Work order: For this exercise, report every line of the material that includes "vector".

*** Material for this task Section Begins ***

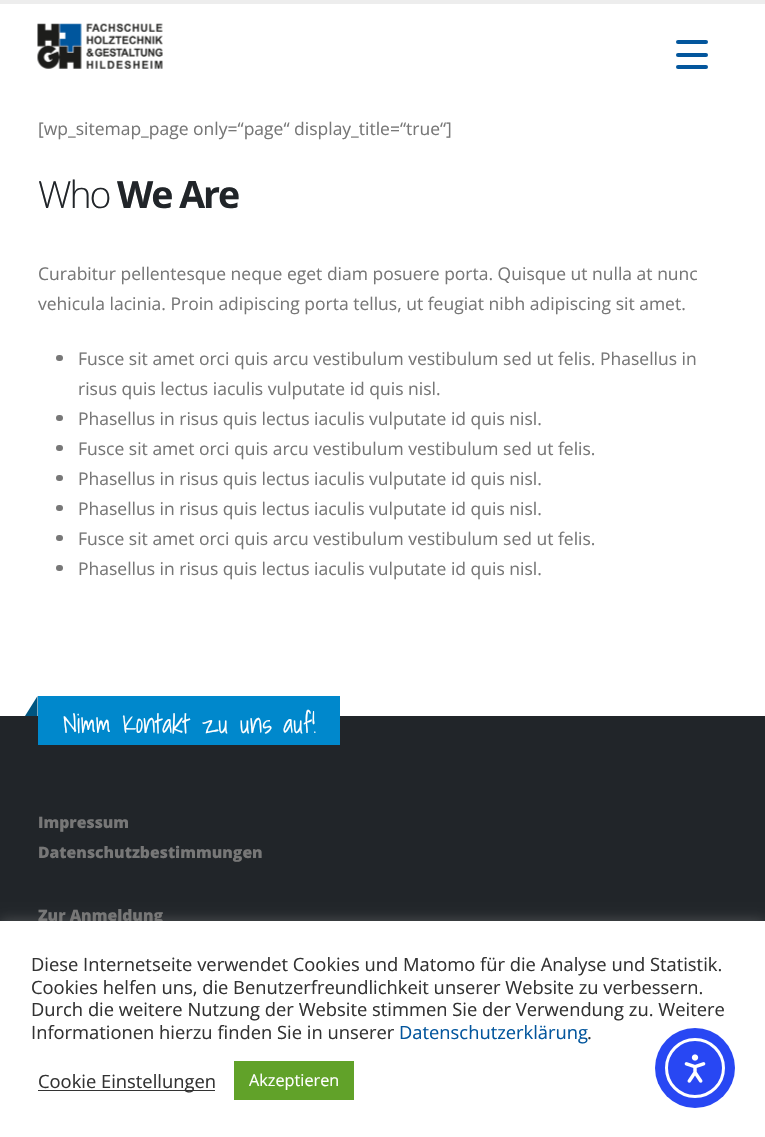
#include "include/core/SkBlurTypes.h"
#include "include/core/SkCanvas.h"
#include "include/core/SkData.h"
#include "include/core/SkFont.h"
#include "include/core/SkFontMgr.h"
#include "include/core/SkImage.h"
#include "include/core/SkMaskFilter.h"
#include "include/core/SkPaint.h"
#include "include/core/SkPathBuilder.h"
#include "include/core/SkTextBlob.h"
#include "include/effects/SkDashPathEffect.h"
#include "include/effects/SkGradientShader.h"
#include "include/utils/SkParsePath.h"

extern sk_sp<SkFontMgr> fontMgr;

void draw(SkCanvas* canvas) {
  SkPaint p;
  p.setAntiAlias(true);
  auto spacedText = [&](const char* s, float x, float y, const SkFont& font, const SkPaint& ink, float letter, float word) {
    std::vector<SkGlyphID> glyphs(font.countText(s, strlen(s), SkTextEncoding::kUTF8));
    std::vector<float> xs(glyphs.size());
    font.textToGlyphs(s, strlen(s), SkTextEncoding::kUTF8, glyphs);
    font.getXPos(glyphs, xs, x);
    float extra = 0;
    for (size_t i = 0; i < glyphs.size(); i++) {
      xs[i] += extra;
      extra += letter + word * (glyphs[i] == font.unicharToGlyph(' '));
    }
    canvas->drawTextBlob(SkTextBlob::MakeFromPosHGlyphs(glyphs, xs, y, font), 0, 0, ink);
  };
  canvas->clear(SK_ColorWHITE);
  p.setColor(SkColorSetRGB(3, 86, 157));
  canvas->drawRoundRect(SkRect::MakeLTRB(676, 53, 708, 57), 2, 2, p);
  canvas->drawRoundRect(SkRect::MakeLTRB(676, 40, 708, 44), 2, 2, p);
  canvas->drawRoundRect(SkRect::MakeLTRB(676, 65, 708, 69), 2, 2, p);
  p.setColor(SkColorSetRGB(237, 237, 237));
  canvas->drawRect(SkRect::MakeLTRB(0, 0, 765, 4), p);
  canvas->drawImageRect(SkImages::DeferredFromEncodedData(SkData::MakeFromFileName("images/1.png")), SkRect::MakeLTRB(37, 23, 163, 69), SkSamplingOptions());
  p.setColor(SkColorSetRGB(119, 119, 119));
  canvas->drawRoundRect(SkRect::MakeLTRB(56, 355, 63, 361), 3, 3, p);
  canvas->drawRoundRect(SkRect::MakeLTRB(56, 415, 63, 421), 3, 3, p);
  canvas->drawRoundRect(SkRect::MakeLTRB(56, 445, 63, 451), 3, 3, p);
  canvas->drawRoundRect(SkRect::MakeLTRB(56, 475, 63, 481), 3, 3, p);
  canvas->drawRoundRect(SkRect::MakeLTRB(56, 505, 63, 511), 3, 3, p);
  canvas->drawRoundRect(SkRect::MakeLTRB(56, 535, 63, 541), 3, 3, p);
  canvas->drawRoundRect(SkRect::MakeLTRB(56, 565, 63, 571), 3, 3, p);
  p.setColor(SkColorSetRGB(33, 37, 41));
  canvas->drawRect(SkRect::MakeLTRB(0, 716, 765, 921), p);
  p.setColor(SkColorSetRGB(0, 136, 204));
  canvas->drawRect(SkRect::MakeLTRB(38, 696, 340, 745), p);
  p.setColor(SkColorSetRGB(0, 85, 128));
  canvas->drawPath(SkPathBuilder().moveTo(37.5f, 696).lineTo(37.5f, 716).lineTo(25, 716).close().detach(), p);
  p.setColor(SkColorSetARGB(77, 172, 171, 171));
  p.setMaskFilter(SkMaskFilter::MakeBlur(kNormal_SkBlurStyle, 6));
  canvas->drawRect(SkRect::MakeLTRB(0, 920, 765, 1136), p);
  p.setMaskFilter(nullptr);
  SkFont font1(fontMgr->matchFamilyStyle("Open Sans", SkFontStyle::Normal()), 17.5f);
  font1.setSubpixel(true);
  p.setColor(SkColorSetRGB(119, 119, 119));
  canvas->drawString("[wp_sitemap_page only=“page“ display_title=“true“]", 38, 135, font1, p);
  SkFont font2(fontMgr->matchFamilyStyle("Open Sans", SkFontStyle(300, SkFontStyle::kNormal_Width, SkFontStyle::kUpright_Slant)), 37.5f);
  font2.setSubpixel(true);
  p.setColor(SkColorSetRGB(33, 37, 41));
  spacedText("Who", 38, 208, font2, p, -2, 0);
  SkFont font3(fontMgr->matchFamilyStyle("Open Sans", SkFontStyle::Bold()), 37.5f);
  font3.setSubpixel(true);
  spacedText("We Are", 117, 208, font3, p, -2, 0);
  p.setColor(SkColorSetRGB(119, 119, 119));
  canvas->drawString("Curabitur pellentesque neque eget diam posuere porta. Quisque ut nulla at nunc", 38, 280, font1, p);
  canvas->drawString("vehicula lacinia. Proin adipiscing porta tellus, ut feugiat nibh adipiscing sit amet.", 38, 310, font1, p);
  canvas->drawString("Fusce sit amet orci quis arcu vestibulum vestibulum sed ut felis. Phasellus in", 78, 365, font1, p);
  canvas->drawString("risus quis lectus iaculis vulputate id quis nisl.", 78, 395, font1, p);
  canvas->drawString("Phasellus in risus quis lectus iaculis vulputate id quis nisl.", 78, 425, font1, p);
  canvas->drawString("Fusce sit amet orci quis arcu vestibulum vestibulum sed ut felis.", 78, 455, font1, p);
  canvas->drawString("Phasellus in risus quis lectus iaculis vulputate id quis nisl.", 78, 485, font1, p);
  canvas->drawString("Phasellus in risus quis lectus iaculis vulputate id quis nisl.", 78, 515, font1, p);
  canvas->drawString("Fusce sit amet orci quis arcu vestibulum vestibulum sed ut felis.", 78, 545, font1, p);
  canvas->drawString("Phasellus in risus quis lectus iaculis vulputate id quis nisl.", 78, 575, font1, p);
  SkFont font4(fontMgr->matchFamilyStyle("Shadows Into Light", SkFontStyle(300, SkFontStyle::kNormal_Width, SkFontStyle::kUpright_Slant)), 26);
  font4.setSubpixel(true);
  p.setColor(SK_ColorWHITE);
  canvas->drawString("Nimm Kontakt zu uns auf!", 63, 733, font4, p);
  SkFont font5(fontMgr->matchFamilyStyle("Open Sans", SkFontStyle(800, SkFontStyle::kNormal_Width, SkFontStyle::kUpright_Slant)), 15.75f);
  font5.setSubpixel(true);
  p.setColor(SkColorSetRGB(119, 119, 119));
  canvas->drawString("Impressum", 38, 828, font5, p);
  canvas->drawString("Datenschutzbestimmungen", 38, 858, font5, p);
  canvas->drawString("Zur Anmeldung", 38, 921, font5, p);
  p.setColor(SK_ColorWHITE);
  canvas->drawRect(SkRect::MakeLTRB(0, 921, 765, 1137), p);
  SkFont font6(fontMgr->matchFamilyStyle("Open Sans", SkFontStyle::Normal()), 18.35f);
  font6.setSubpixel(true);
  p.setColor(SkColorSetRGB(51, 51, 51));
  canvas->drawString("Diese Internetseite verwendet Cookies und Matomo für die Analyse und Statistik.", 31, 971, font6, p);
  canvas->drawString("Cookies helfen uns, die Benutzerfreundlichkeit unserer Website zu verbessern.", 31, 994, font6, p);
  canvas->drawString("Durch die weitere Nutzung der Website stimmen Sie der Verwendung zu. Weitere", 31, 1016, font6, p);
  canvas->drawString("Informationen hierzu finden Sie in unserer", 31, 1039, font6, p);
  p.setColor(SkColorSetRGB(3, 86, 157));
  canvas->drawString("Datenschutzerklärung", 399, 1039, font6, p);
  p.setColor(SkColorSetRGB(51, 51, 51));
  canvas->drawString(".", 587, 1039, font6, p);
  canvas->drawRect(SkRect::MakeLTRB(38, 1090, 215, 1091), p);
  canvas->drawString("Cookie Einstellungen", 38, 1088, font6, p);
  p.setColor(SkColorSetRGB(97, 162, 41));
  canvas->drawRect(SkRect::MakeLTRB(234, 1061, 354, 1100), p);
  SkFont font7(fontMgr->matchFamilyStyle("Open Sans", SkFontStyle::Normal()), 16.25f);
  font7.setSubpixel(true);
  p.setColor(SK_ColorWHITE);
  canvas->drawString("Akzeptieren", 249, 1086, font7, p);
  p.setColor(SkColorSetRGB(40, 71, 243));
  canvas->drawCircle(695, 1068, 40, p);
  p.setStyle(SkPaint::kStroke_Style);
  p.setStrokeWidth(3);
  p.setColor(SK_ColorWHITE);
  canvas->drawCircle(695, 1068, 28.5f, p);
  canvas->drawImageRect(SkImages::DeferredFromEncodedData(SkData::MakeFromFileName("images/2.png")), SkRect::MakeLTRB(684, 1054, 706, 1083), SkSamplingOptions());
}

*** Material for this task Section Ends ***

Solution for this exercise:
    std::vector<SkGlyphID> glyphs(font.countText(s, strlen(s), SkTextEncoding::kUTF8));
    std::vector<float> xs(glyphs.size());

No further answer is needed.